======== INPUT MATERIAL ========

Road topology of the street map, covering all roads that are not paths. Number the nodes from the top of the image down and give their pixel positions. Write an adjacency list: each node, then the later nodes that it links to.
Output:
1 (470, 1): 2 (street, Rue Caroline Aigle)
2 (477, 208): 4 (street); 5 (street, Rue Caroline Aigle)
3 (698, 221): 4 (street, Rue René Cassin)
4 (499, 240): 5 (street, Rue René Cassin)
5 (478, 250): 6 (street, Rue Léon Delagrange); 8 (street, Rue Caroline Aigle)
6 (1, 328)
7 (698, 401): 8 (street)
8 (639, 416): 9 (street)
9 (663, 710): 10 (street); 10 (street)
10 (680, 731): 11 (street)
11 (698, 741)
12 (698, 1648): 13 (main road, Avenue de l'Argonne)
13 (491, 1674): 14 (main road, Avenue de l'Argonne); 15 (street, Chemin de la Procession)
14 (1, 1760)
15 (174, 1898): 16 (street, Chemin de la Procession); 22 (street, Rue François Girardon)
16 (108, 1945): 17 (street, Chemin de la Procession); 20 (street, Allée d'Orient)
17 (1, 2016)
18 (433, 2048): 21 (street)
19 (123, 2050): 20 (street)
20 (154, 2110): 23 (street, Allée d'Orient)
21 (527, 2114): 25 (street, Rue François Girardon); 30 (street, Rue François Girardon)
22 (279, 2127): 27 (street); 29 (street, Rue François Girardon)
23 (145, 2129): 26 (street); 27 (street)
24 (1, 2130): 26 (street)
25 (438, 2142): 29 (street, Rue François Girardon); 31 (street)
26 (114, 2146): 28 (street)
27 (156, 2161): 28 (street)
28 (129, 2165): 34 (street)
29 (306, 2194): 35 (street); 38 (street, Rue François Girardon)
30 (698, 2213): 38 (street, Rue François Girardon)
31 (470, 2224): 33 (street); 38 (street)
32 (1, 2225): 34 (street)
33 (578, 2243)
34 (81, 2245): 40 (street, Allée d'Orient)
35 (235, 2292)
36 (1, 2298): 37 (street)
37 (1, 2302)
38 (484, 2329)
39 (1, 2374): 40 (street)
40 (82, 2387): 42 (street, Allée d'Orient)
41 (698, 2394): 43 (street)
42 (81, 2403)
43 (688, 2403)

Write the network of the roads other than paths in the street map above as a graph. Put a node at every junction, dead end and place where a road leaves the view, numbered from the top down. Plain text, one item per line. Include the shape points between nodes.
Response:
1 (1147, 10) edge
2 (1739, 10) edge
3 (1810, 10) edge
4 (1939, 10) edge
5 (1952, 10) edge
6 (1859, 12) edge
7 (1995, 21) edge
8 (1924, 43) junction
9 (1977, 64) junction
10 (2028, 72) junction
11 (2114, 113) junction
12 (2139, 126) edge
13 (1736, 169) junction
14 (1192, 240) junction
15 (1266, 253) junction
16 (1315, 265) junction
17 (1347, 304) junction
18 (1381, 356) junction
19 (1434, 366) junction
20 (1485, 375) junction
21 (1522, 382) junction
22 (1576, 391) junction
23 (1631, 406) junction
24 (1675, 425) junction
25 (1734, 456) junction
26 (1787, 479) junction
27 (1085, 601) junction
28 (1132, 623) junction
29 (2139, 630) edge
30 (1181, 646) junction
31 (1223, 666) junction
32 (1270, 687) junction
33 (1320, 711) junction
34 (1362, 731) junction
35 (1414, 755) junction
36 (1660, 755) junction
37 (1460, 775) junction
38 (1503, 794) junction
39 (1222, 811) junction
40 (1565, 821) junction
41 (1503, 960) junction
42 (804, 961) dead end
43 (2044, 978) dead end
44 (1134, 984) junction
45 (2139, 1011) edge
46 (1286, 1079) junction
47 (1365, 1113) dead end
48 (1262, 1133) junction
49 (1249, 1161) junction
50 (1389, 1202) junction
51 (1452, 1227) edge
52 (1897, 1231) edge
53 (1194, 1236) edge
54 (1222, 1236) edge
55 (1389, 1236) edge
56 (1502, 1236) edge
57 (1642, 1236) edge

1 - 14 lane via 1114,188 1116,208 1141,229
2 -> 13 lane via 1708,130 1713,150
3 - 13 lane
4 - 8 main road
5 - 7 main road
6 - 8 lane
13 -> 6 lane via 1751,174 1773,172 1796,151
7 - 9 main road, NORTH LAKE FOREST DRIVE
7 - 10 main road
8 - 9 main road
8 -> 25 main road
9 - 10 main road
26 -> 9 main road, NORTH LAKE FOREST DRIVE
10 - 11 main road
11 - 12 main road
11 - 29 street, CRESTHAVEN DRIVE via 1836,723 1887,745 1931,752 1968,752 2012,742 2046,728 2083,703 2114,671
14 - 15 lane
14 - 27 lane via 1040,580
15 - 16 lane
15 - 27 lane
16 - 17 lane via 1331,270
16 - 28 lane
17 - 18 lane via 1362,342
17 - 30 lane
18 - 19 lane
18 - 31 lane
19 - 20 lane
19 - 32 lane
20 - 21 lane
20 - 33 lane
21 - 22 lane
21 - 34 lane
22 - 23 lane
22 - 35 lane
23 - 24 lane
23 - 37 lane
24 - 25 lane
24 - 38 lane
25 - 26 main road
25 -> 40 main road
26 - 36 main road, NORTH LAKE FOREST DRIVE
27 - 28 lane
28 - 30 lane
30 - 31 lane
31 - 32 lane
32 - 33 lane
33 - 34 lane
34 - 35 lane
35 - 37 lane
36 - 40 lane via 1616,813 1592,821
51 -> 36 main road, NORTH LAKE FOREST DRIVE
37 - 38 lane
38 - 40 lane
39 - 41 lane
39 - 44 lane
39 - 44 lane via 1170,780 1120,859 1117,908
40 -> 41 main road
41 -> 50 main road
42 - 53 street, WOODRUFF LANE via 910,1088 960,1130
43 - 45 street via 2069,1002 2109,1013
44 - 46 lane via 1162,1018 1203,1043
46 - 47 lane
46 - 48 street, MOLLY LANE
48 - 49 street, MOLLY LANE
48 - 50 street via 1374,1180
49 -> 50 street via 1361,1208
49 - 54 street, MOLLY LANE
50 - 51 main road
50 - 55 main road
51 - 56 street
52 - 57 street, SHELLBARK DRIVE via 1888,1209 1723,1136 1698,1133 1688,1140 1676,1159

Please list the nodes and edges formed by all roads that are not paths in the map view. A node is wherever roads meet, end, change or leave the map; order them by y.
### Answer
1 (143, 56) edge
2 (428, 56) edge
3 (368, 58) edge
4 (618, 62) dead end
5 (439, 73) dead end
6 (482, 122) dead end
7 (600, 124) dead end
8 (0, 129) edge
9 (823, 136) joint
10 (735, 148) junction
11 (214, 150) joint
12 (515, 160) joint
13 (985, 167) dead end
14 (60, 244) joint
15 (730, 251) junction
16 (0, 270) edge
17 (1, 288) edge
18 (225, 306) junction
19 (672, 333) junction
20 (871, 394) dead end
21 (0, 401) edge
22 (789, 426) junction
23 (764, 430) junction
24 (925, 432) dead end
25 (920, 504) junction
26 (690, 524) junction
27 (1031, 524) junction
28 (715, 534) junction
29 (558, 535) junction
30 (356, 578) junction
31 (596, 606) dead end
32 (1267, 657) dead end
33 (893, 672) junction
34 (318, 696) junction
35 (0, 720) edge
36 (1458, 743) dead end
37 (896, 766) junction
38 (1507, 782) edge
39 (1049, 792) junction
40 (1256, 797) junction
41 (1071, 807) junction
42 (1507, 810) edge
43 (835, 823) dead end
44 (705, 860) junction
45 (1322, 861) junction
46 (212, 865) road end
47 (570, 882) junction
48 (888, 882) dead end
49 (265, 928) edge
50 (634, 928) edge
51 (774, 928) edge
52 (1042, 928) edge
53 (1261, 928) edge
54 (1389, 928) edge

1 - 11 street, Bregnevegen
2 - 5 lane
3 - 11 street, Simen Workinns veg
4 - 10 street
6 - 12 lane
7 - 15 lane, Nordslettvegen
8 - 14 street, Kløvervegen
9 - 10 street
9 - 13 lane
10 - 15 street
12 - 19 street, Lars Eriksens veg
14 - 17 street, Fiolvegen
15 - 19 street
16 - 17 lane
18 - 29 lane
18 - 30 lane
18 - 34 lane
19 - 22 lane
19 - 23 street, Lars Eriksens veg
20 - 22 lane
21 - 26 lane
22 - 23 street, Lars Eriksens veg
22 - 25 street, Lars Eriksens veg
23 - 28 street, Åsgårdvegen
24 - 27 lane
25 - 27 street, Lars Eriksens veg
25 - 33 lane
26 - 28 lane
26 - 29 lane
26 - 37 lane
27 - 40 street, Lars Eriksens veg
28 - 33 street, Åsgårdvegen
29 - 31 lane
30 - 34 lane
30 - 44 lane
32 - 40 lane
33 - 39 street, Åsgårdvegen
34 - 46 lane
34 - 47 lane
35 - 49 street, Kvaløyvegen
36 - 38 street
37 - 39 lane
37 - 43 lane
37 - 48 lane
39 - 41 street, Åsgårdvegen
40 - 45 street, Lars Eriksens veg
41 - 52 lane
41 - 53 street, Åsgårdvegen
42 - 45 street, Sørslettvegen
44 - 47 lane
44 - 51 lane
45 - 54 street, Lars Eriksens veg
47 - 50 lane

========

Pull every line with the string "Aigle" from the data above.

EXERCISE OUTPUT:
1 (470, 1): 2 (street, Rue Caroline Aigle)
2 (477, 208): 4 (street); 5 (street, Rue Caroline Aigle)
5 (478, 250): 6 (street, Rue Léon Delagrange); 8 (street, Rue Caroline Aigle)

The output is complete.